You are a Judge agent. Review the following work against its acceptance criteria.
ORIGINAL TASK: [paste full specification]
WORKER OUTPUT: [paste result or point to changed files]
Evaluate EACH acceptance criterion:
- MET / NOT MET with specific evidence
Final verdict: PASS (all criteria met) or FAIL (list unmet criteria).
Do NOT fix anything. Only evaluate.
If Judge returns FAIL:
- Create a new Worker task addressing ONLY the unmet criteria
- Re-run Phase 3-5 for that specific remediation
- Do NOT re-run the entire orchestration
Communication Patterns
Orchestrator to Worker
- Always: Complete task spec, working directory, relevant context
- Never: Vague instructions, references to "the other tasks", shared mutable state
Worker to Orchestrator
- Always: Completion status (PASS/FAIL), evidence of completion, list of files changed
- Never: Questions requiring orchestrator judgment mid-task (if Worker needs to ask, the task spec was incomplete)
Orchestrator to Judge
- Always: Original task spec AND Worker output together
- Never: Just the output without the criteria to judge against
Error Handling
| Situation | Action |
|---|---|
| Worker reports FAIL | Re-read its output. Is the task spec wrong? Fix spec and re-dispatch. Is the code genuinely broken? Fix in a new focused Worker. |
| Worker modifies files outside its SCOPE | Discard that Worker's output entirely. The boundary violation means results are untrustworthy. Re-dispatch with stricter constraints. |
| Merge conflict between Worker branches | Resolve manually. This means your decomposition had overlapping scopes. Document and prevent next time. |
| Worker hangs or produces no output | Kill and re-dispatch. Likely the task spec was ambiguous or the scope was too large. Break it down further. |
| Judge returns FAIL on specific criteria | Spawn a NEW Worker to fix only the failing criteria. Do not re-run the entire task. |
| Multiple Workers fail on the same issue | STOP orchestration. Shared problem indicates missing context in Phase 1. Re-analyze before re-dispatching. |
Practical Examples
Example 1: Parallel Test Writing
DECOMPOSITION:
Task 1: Write unit tests for src/auth/ → worktree: task-auth-tests
Task 2: Write unit tests for src/billing/ → worktree: task-billing-tests
Task 3: Write unit tests for src/notifications/ → worktree: task-notif-tests
WHY PARALLELIZABLE: Each test suite touches only its own __tests__/ directory.

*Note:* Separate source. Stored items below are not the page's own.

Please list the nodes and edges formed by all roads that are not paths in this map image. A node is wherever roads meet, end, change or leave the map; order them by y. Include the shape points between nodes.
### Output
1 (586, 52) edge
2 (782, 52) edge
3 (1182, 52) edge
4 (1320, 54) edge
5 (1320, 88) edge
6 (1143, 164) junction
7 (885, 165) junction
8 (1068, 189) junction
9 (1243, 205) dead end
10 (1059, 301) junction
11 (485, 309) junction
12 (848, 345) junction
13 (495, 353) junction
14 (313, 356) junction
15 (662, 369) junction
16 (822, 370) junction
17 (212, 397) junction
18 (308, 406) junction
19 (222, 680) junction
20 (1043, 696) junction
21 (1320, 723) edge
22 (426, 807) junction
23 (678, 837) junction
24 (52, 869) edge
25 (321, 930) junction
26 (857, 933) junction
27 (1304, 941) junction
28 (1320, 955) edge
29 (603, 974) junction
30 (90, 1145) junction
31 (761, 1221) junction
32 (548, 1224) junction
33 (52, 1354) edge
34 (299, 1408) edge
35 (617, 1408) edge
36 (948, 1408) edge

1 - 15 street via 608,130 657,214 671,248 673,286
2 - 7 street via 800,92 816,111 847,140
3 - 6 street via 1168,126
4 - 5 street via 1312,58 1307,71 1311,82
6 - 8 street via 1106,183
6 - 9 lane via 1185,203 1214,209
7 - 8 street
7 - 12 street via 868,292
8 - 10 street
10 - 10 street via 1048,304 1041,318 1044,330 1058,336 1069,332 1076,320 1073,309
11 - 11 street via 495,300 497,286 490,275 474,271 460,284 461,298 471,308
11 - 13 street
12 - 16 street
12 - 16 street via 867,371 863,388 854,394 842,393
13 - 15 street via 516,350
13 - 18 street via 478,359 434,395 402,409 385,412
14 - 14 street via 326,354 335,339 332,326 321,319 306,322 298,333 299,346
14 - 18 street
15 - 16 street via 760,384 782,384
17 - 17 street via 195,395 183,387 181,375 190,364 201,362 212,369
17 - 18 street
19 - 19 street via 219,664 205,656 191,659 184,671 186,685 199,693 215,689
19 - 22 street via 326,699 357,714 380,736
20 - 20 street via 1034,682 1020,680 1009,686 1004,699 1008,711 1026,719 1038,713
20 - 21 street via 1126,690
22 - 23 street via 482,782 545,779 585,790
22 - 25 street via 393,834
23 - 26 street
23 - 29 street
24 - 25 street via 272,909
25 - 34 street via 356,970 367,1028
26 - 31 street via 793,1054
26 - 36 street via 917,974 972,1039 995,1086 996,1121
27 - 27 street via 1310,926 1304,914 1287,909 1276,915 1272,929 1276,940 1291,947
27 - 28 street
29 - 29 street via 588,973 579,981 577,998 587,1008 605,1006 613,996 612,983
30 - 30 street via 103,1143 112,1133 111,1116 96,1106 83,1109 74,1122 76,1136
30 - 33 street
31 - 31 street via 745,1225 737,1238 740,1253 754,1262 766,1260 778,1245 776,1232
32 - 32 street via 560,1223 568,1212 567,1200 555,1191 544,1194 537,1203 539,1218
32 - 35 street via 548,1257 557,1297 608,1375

No shared files. No shared state.
MERGE: Fast-forward merges (no conflicts possible if scopes are respected).
JUDGE: Run full test suite. All tests pass. No regressions.
Example 2: Parallel Feature Implementation
DECOMPOSITION:
Task 1: Add REST endpoint for /api/export (src/api/export.ts, src/api/export.test.ts)
Task 2: Add CSV formatter (src/formatters/csv.ts, src/formatters/csv.test.ts)
Task 3: Add email delivery integration (src/delivery/email.ts, src/delivery/email.test.ts)
WHY PARALLELIZABLE: Each feature is in a separate module with a defined interface.
Workers implement to the interface spec, not to each other's code.
MERGE: Sequential merges. Integration test after all merges.
JUDGE: Each module works in isolation. Integration test passes.
Example 3: Parallel Code Review
DECOMPOSITION:
Task 1: Review PR #42 for correctness and edge cases
Task 2: Review PR #43 for security implications
Task 3: Review PR #44 for performance impact
WHY PARALLELIZABLE: Each review is independent read-only analysis.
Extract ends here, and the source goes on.